Es una pregunta muy relevante y que lleva inevitablemente a otra: ¿cuán importante es el final en una novela?, ¿por qué atribuimos tanto peso a los desenlaces? Mal que mal, sabemos cómo terminarán nuestras vidas, sin excepción, y las seguimos viviendo como si no supiéramos de ese final. Con eso en mente, la novela, a mi parecer, produce algo así como un tropiezo: parece que se sostendrá en la trama, en los porqué de la muerte de la niña, quién, cómo y cuándo, porque sabemos que la niña muere, no hay trampa al respecto, pero a la vez ese no es el eje de Limpia, al menos no para mí, sino que se sostiene en otra cosa: una voz. Es la voz la que, para mí, da cuerpo a la novela. Yo la seguí escribiendo no para saber el final, sino para seguir explorando implacablemente esa voz. Para seguir construyéndola o escuchándola hasta su final, que es el silencio.

Partir de una confesión del cariz de la que hace su protagonista al comienzo de la narración es un giro muy, muy arriesgado y, sin embargo, en el caso de su novela ese riesgo se convierte en una certeza que vigoriza la acción. El interés del lector se aviva y toma conciencia del peso que tendrá el resto de la narración. ¿Por qué decidió que debía comenzar avivando con rotundidad el desenlace de la historia?

Porque ese desenlace, la muerte de Julia, la niña, la hija de los patrones de Estela, no era para mí lo central; en realidad, nunca lo fue. Es un hecho totalmente secundario a la vida de Estela, a su trabajo, a su hartazgo, a su relación con el paisaje del sur, a su vínculo con su propia madre y con la Yani, con el hecho de ser testigo de la vida de otros y no ser vista ni oída, y sobre todo, la muerte de la niña es secundaria a las reflexiones y a la mirada de Estela sobre el mundo. Entonces nunca le temí a esa estructura circular. Empezar por el final era un detalle, porque lo que importa está en otra parte.

Usa con destreza un particular cinismo que sirve como atalaya y como liberación. Un cinismo que no es jamás un adorno gratuito. Se nota en cada página el alto precio que paga al usarlo, al lanzarlo sobre las clases acomodadas de un país que, pese a la victoria de Boric, sigue moviéndose erráticamente, porque el eco de los sables sigue tan vigente en sus calles y en sus habitantes como lo estaba en el siglo XX:

“¿Y saben lo que hay en el corazón de una historia como esta? Calcetines negros de mugre, camisas con manchas de sangre, una niña infeliz, una mujer que aparenta y un hombre que calcula. Que lleva la cuenta de cada minuto, de cada peso, de cada conquista”.

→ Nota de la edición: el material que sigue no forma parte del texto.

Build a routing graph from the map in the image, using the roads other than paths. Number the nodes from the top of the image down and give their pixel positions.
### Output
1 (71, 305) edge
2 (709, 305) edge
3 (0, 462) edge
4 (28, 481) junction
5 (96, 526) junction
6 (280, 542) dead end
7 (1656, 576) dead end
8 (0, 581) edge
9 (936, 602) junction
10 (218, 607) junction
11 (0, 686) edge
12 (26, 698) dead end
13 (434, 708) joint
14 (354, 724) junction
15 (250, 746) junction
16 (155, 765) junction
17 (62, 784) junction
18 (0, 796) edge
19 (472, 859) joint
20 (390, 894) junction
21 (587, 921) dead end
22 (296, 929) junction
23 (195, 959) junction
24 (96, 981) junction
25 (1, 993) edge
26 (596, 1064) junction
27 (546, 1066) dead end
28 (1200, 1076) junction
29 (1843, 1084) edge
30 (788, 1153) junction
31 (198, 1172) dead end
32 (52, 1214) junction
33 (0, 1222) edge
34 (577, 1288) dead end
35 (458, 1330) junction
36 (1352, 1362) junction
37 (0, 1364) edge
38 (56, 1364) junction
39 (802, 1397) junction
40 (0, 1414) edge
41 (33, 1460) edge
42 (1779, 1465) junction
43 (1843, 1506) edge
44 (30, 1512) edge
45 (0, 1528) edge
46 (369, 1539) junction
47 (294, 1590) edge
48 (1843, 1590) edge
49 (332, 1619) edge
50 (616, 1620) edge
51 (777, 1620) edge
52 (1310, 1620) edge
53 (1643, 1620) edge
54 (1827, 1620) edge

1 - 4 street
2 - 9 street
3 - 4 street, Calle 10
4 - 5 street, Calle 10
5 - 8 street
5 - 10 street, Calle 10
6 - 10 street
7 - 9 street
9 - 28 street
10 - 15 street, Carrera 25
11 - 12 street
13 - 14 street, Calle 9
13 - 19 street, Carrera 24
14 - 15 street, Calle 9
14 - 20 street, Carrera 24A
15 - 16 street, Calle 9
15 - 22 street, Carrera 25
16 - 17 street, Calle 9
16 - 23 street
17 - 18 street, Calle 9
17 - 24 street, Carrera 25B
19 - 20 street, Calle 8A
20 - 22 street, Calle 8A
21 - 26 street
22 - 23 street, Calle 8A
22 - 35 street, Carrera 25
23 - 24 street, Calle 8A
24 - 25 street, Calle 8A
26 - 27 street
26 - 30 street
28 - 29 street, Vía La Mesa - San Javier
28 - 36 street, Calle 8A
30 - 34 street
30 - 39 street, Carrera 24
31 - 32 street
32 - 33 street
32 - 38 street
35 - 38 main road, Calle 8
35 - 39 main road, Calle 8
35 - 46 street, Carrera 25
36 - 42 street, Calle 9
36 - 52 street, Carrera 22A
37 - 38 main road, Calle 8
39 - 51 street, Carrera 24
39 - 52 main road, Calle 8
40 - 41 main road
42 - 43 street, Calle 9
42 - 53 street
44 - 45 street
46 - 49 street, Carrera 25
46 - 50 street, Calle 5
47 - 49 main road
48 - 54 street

¿Merece la pena seguir advirtiendo de la lacra que supone la desigualdad social? ¿No pensó que sería un tema demasiado trillado y que podría aniquilar el valor de su hipnótica narración?

Acabo de leer un ensayo muy bueno de la escritora chilena Diamela Eltit. Se llama El ojo en la mira y allí repite algo que le he escuchado otras veces: ya todo está escrito, todo lo escribieron los griegos. Y tiene razón: la traición, las tensiones de clase, el incesto, las rivalidades, las rabias, el amor, todo. ¿Por qué, entonces, seguimos escribiendo?, se pregunta ella. Y su respuesta es la clave: cómo se escribe, la forma, la estructura, el tono, las palabras, la melodía de la narración, es decir, el lenguaje, es lo que cambia. Eso es lo que no puede estar trillado. Allí está el corazón de los libros, en cómo se hermanan las palabras, en su trabajo con el lenguaje y eso suele ser un misterio incluso para quien escribe. Ahora, que el material de un libro sea la desigualdad de clases o la rabia o el trabajo doméstico o la dominación también es relevante, pero más todavía es el cómo está eso sobre la página.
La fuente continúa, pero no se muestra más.